Relevant Provisions of the Law
Constitution of Kenya, 2010
Article 156
(4) The Attorney-General—

(a) is the principal legal adviser to the Government;
(b) shall represent the national government in court or in any other legal proceedings to which the national government is a party, other than criminal proceedings; and
(c) shall perform any other functions conferred on the office by an Act of Parliament or by the President.

(5) The Attorney-General shall have authority, with the leave of the court, to appear as a friend of the court in any civil proceedings to which the Government is not a party.
(6) The Attorney-General shall promote, protect and uphold the rule of law and defend the public interest.
(7) The powers of the Attorney-General may be exercised in person or by subordinate officers acting in accordance with general or special instructions.

Civil Procedure Rules, 2010
Order 50 Rule 8
In any case in which any particular number of days not expressed to be clear days is prescribed under these rules or by an order or direction of the court, the same shall be reckoned exclusively of the first day and inclusively of the last day.

Order 53 Rule 2
2. Leave shall not be granted to apply for an order of certiorari to remove any judgment, order, decree, conviction or other proceeding for the purpose of its being quashed, unless the application for leave is made not later than six months after the date of the proceeding or such shorter period as may be prescribed by any Act; and where the proceeding is subject to appeal and a time is limited by law for the bringing of the appeal, the judge may adjourn the application for leave until the appeal is determined or the time for appealing has expired.”

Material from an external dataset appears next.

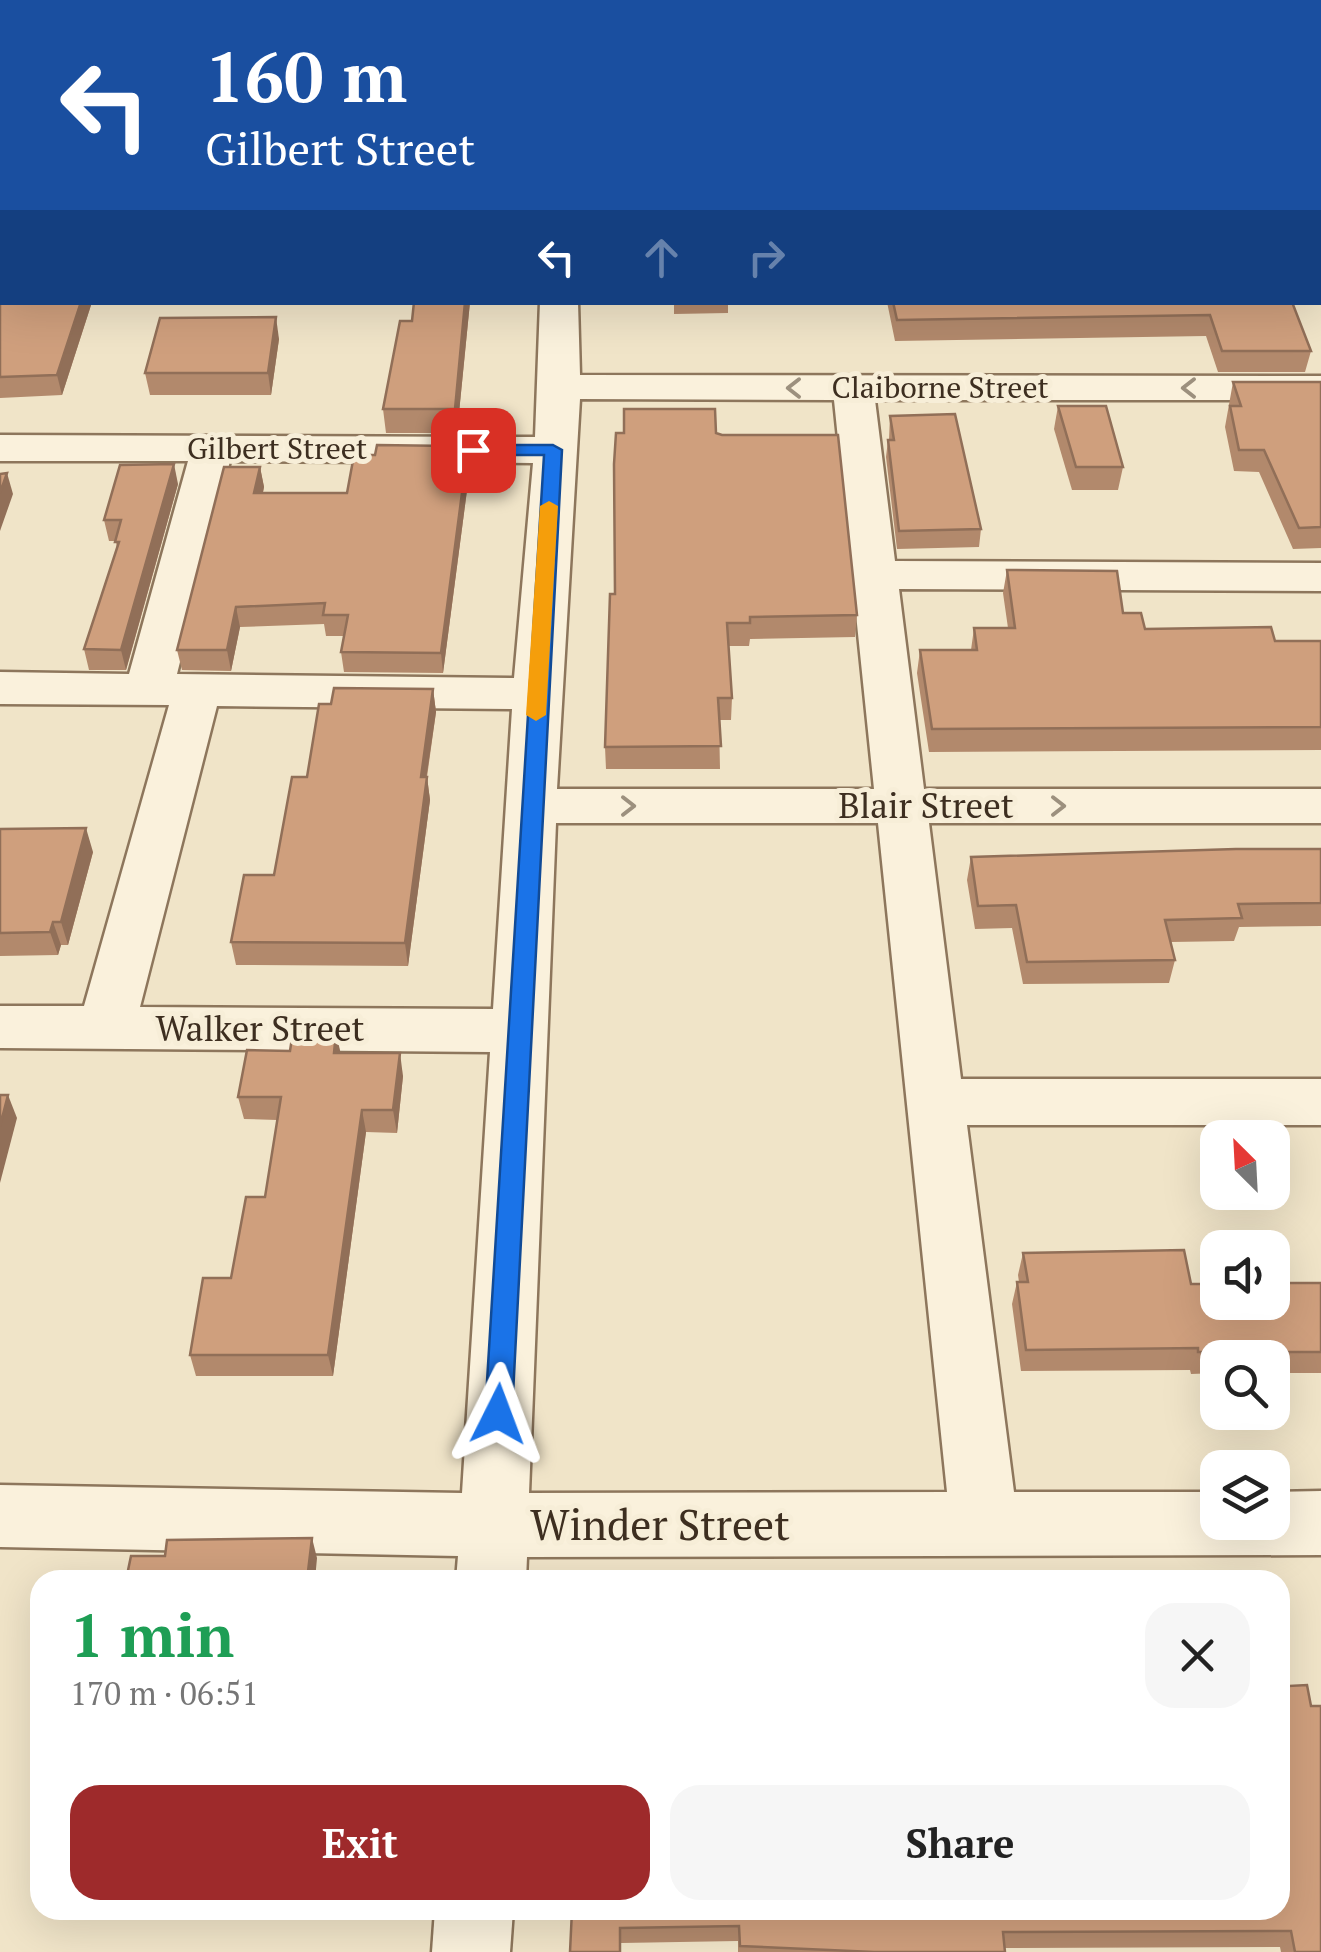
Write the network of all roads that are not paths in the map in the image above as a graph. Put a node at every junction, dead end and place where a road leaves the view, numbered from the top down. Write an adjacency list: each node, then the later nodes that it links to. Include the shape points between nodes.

Interpretation and General Provisions Act
Section 57
In computing time for the purposes of a written law, unless the contrary intention appears—

(a) a period of days from the happening of an event or the doing of an act or thing shall be deemed to be exclusive of the day on which the event happens or the act or thing is done;
(b) if the last day of the period is Sunday or a public holiday or all official non-working days (which days are in this section referred to as excluded days), the period shall include the next following day, not being an excluded day;
(c) where an act or proceeding is directed or allowed to be done or taken on a certain day, then if that day happens to be an excluded day, the act or proceeding shall be considered as done or taken in due time if it is done or taken on the next day afterwards, not being an excluded day;
(d) where an act or proceeding is directed or allowed to be done or taken within any time not exceeding six days, excluded days shall not be reckoned in the computation of the time.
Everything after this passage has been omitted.